Population (2026-01-01)
- • Total: 10,973
- • Density: 445.7/km^{2} (1,154/sq mi)
- Time zone: UTC+1 (CET)
- • Summer (DST): UTC+2 (CEST)
- Postal code: 344 01
- Website: www.domazlice.eu

= Domažlice =

Domažlice (/cs/; Taus) is a town in the Plzeň Region of the Czech Republic. It has about 11,000 inhabitants.
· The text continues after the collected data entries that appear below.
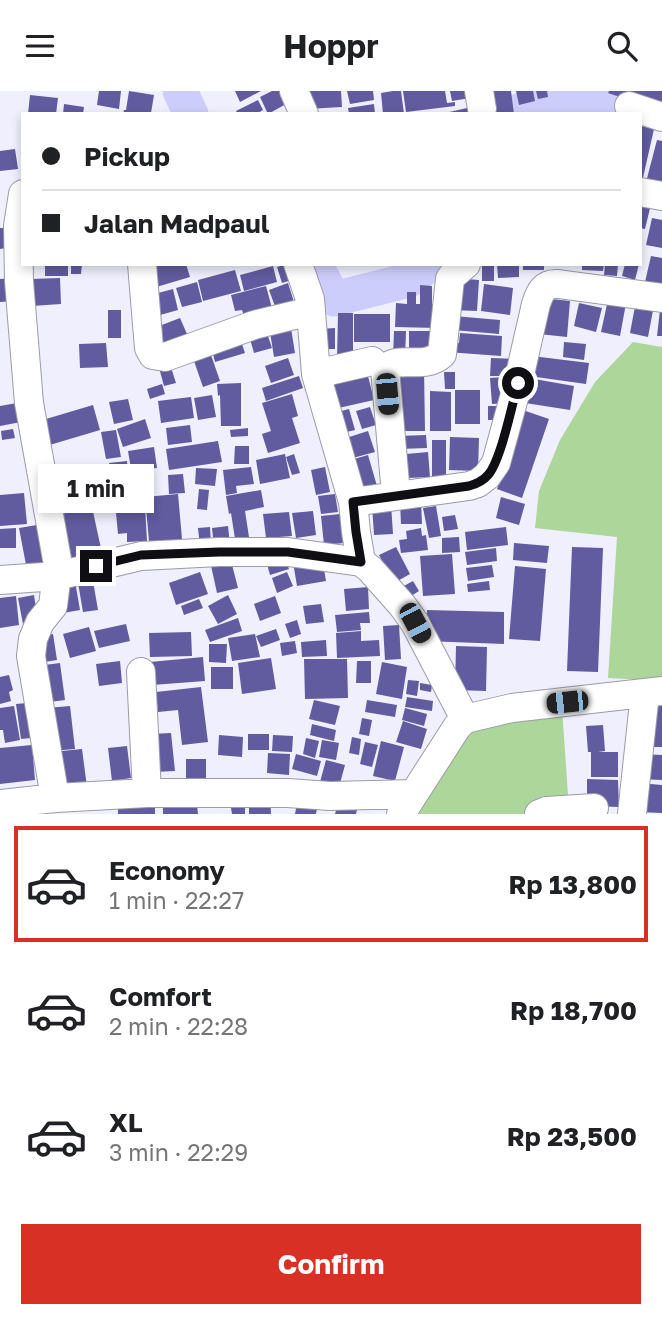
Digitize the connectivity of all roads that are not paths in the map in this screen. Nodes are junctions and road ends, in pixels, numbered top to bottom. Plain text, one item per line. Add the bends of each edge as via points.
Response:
1 (294, 91) edge
2 (629, 106) dead end
3 (303, 112) edge
4 (662, 117) edge
5 (642, 192) edge
6 (662, 196) edge
7 (20, 226) edge
8 (142, 266) edge
9 (299, 266) edge
10 (464, 266) edge
11 (662, 298) edge
12 (311, 311) junction
13 (12, 338) edge
14 (372, 361) dead end
15 (316, 374) junction
16 (396, 495) junction
17 (353, 502) junction
18 (361, 562) junction
19 (57, 576) junction
20 (0, 580) edge
21 (141, 672) dead end
22 (653, 692) edge
23 (465, 719) junction
24 (147, 793) junction
25 (55, 798) junction
26 (0, 804) edge
27 (408, 804) edge
28 (594, 808) dead end
29 (539, 814) edge
30 (632, 814) edge

1 - 3 street
2 - 4 street
5 - 6 street
7 - 13 street
8 - 12 street via 149,348 159,357
9 - 12 street
10 - 16 street via 450,279 442,354 427,363 394,363 385,369
11 - 16 street via 547,285 536,304 496,463 487,476 469,486
12 - 15 street
13 - 19 street via 29,403
14 - 15 street
15 - 17 street
16 - 17 street
17 - 18 street
18 - 19 street via 288,552 141,555
18 - 23 street via 415,623
19 - 20 street
19 - 25 street via 53,606 40,622 31,656
21 - 24 street
22 - 23 street via 512,708
22 - 30 street
23 - 27 street
24 - 25 street
24 - 27 street via 288,793
25 - 26 street
28 - 29 street

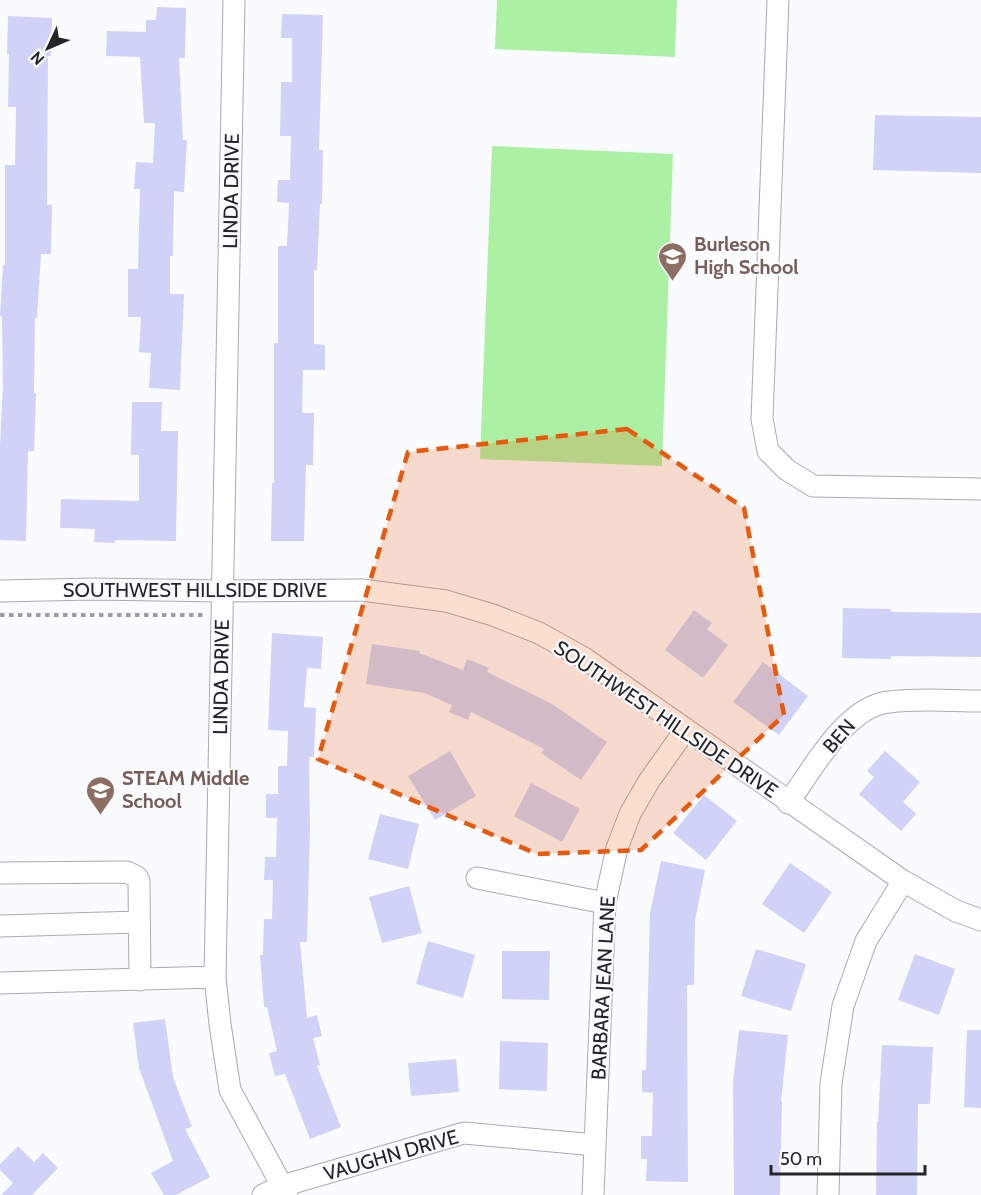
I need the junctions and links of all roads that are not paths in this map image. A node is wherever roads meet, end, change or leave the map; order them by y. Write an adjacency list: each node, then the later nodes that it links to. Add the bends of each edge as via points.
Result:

It is located in a hilly landscape near the border with Germany.

The settlement of Domažlice was founded in the 10th century. The royal town was founded on its site in 1265. Domažlice is known as one of the centres of the historical Chodsko region. The historic town centre is well preserved and is protected as an urban monument reservation.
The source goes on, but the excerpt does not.